(WHAT TO DO):
For each line below that includes the string "KANNADI", show the whole line.

——

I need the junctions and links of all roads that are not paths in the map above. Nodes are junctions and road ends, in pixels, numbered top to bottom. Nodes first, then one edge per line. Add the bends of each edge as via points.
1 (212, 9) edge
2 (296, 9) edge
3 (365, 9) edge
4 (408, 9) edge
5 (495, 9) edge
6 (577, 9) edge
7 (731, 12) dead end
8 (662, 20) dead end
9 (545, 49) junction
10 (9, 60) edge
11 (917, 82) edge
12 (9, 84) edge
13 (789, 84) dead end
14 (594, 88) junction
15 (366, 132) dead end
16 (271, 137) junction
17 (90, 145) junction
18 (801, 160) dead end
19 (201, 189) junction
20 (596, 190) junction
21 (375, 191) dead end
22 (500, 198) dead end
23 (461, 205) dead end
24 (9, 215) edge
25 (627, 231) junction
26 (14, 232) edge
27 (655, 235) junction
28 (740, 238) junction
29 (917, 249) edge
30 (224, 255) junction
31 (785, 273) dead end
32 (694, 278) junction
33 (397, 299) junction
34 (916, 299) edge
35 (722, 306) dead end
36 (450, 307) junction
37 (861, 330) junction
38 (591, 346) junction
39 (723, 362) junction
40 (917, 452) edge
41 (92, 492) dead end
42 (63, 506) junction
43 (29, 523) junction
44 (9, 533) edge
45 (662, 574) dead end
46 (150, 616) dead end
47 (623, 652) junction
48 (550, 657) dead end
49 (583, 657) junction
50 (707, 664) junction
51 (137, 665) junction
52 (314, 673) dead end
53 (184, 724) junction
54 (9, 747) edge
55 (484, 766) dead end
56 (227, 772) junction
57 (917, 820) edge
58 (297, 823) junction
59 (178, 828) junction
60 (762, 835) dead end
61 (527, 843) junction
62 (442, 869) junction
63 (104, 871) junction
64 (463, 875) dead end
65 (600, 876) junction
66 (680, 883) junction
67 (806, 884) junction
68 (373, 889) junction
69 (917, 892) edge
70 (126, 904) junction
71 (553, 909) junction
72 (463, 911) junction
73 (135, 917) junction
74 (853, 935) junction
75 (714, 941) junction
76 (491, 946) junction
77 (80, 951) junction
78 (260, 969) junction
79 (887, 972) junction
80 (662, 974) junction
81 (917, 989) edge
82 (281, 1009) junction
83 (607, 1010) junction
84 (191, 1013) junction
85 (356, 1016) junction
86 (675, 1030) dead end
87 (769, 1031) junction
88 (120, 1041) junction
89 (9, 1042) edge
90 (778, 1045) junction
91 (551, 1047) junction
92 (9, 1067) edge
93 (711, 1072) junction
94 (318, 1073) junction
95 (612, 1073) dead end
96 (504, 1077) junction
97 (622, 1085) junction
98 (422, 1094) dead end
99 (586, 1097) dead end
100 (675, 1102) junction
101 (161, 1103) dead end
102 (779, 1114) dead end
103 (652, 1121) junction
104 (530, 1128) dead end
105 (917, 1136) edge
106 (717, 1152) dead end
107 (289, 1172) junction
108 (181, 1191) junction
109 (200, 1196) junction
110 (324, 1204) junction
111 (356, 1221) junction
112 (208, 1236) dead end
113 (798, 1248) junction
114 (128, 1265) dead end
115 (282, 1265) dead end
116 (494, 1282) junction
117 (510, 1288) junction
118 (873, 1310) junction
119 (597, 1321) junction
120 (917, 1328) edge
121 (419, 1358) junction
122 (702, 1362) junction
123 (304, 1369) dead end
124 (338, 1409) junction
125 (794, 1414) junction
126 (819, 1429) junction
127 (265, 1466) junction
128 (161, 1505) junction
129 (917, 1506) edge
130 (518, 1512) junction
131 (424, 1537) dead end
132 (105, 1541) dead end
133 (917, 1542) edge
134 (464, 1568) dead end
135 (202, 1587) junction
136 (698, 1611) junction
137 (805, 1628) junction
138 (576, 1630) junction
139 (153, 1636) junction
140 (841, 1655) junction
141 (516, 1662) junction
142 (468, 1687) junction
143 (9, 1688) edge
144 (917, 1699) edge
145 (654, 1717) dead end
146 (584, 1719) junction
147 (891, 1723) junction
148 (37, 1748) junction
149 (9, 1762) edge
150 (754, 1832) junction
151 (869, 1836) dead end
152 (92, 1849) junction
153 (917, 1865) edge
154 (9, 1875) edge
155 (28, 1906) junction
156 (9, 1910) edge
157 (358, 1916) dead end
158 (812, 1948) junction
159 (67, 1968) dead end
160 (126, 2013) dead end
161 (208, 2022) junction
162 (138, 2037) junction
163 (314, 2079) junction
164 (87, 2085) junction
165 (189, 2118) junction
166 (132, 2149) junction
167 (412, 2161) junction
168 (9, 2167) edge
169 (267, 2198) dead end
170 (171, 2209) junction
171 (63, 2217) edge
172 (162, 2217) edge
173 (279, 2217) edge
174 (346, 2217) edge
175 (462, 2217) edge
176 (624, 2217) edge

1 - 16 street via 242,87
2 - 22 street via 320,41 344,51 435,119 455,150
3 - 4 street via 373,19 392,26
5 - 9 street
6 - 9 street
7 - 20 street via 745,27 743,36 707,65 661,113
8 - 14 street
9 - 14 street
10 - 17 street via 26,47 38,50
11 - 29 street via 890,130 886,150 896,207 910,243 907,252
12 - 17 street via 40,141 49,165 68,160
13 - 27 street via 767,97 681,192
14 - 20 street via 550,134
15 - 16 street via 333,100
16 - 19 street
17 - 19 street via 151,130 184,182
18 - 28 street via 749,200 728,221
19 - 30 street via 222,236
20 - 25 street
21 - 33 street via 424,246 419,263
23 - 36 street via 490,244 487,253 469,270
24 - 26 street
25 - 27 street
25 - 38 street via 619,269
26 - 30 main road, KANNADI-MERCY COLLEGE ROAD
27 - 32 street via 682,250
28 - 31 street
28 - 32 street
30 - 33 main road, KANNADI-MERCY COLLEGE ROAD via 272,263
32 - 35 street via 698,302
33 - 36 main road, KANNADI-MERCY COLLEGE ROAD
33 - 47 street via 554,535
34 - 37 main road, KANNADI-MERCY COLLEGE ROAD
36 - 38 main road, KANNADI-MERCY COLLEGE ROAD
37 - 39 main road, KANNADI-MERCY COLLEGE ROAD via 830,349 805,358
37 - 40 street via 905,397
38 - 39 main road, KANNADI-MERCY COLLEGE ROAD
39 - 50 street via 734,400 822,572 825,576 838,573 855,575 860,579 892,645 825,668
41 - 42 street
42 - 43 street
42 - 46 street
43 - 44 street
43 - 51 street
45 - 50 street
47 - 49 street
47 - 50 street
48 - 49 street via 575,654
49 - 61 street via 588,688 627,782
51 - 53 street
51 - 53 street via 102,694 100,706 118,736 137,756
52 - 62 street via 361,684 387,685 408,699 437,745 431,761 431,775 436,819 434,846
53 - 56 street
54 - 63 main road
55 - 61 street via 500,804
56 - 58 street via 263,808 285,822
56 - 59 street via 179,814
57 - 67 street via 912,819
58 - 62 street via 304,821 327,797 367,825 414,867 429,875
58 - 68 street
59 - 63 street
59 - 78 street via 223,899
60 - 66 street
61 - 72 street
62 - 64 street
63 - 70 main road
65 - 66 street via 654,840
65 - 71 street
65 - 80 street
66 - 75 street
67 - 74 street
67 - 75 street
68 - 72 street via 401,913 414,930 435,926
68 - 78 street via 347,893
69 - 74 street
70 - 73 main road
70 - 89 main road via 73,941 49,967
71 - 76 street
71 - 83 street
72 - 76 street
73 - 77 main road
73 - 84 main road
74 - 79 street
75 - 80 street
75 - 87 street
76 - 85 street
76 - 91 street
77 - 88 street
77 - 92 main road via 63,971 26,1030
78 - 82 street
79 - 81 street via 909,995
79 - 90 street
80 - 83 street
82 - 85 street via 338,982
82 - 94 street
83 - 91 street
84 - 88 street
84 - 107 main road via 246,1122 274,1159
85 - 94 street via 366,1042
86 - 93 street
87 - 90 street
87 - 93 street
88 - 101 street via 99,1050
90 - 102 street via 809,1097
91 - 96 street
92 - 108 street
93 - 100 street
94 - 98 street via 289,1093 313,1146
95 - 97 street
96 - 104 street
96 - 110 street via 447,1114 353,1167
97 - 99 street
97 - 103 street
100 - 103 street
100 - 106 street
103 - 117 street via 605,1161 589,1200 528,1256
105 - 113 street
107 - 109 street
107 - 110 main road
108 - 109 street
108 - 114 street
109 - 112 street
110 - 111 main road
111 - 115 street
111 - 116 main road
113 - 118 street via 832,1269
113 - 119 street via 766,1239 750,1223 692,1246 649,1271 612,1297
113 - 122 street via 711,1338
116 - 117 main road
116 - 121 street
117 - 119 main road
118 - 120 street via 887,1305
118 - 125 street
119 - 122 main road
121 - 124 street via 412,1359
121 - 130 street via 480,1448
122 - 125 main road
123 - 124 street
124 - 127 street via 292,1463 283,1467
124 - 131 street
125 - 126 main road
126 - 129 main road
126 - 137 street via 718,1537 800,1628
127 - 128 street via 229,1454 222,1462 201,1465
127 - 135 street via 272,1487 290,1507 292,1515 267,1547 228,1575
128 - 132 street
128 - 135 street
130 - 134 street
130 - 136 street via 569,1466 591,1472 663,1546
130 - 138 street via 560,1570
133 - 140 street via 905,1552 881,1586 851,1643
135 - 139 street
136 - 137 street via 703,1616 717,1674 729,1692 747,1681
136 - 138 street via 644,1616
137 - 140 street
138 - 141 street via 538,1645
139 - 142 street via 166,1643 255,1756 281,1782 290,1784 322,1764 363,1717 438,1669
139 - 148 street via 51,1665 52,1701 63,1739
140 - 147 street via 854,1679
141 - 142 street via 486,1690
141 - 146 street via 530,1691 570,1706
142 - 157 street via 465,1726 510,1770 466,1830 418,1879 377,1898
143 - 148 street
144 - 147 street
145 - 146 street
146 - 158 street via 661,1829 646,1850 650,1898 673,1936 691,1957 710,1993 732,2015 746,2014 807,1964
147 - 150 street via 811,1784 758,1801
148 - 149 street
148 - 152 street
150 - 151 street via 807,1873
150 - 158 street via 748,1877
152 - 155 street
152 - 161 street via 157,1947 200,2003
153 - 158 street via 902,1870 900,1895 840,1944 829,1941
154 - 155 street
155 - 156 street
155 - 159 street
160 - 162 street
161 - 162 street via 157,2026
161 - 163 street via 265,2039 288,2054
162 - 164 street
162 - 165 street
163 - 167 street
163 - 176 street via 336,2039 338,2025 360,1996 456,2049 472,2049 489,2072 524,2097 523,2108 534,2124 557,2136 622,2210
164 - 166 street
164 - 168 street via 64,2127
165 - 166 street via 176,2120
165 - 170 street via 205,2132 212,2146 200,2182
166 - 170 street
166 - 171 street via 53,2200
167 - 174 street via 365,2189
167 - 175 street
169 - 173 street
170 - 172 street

——

(RESPONSE FOR THIS EXERCISE):
26 - 30 main road, KANNADI-MERCY COLLEGE ROAD
30 - 33 main road, KANNADI-MERCY COLLEGE ROAD via 272,263
33 - 36 main road, KANNADI-MERCY COLLEGE ROAD
34 - 37 main road, KANNADI-MERCY COLLEGE ROAD
36 - 38 main road, KANNADI-MERCY COLLEGE ROAD
37 - 39 main road, KANNADI-MERCY COLLEGE ROAD via 830,349 805,358
38 - 39 main road, KANNADI-MERCY COLLEGE ROAD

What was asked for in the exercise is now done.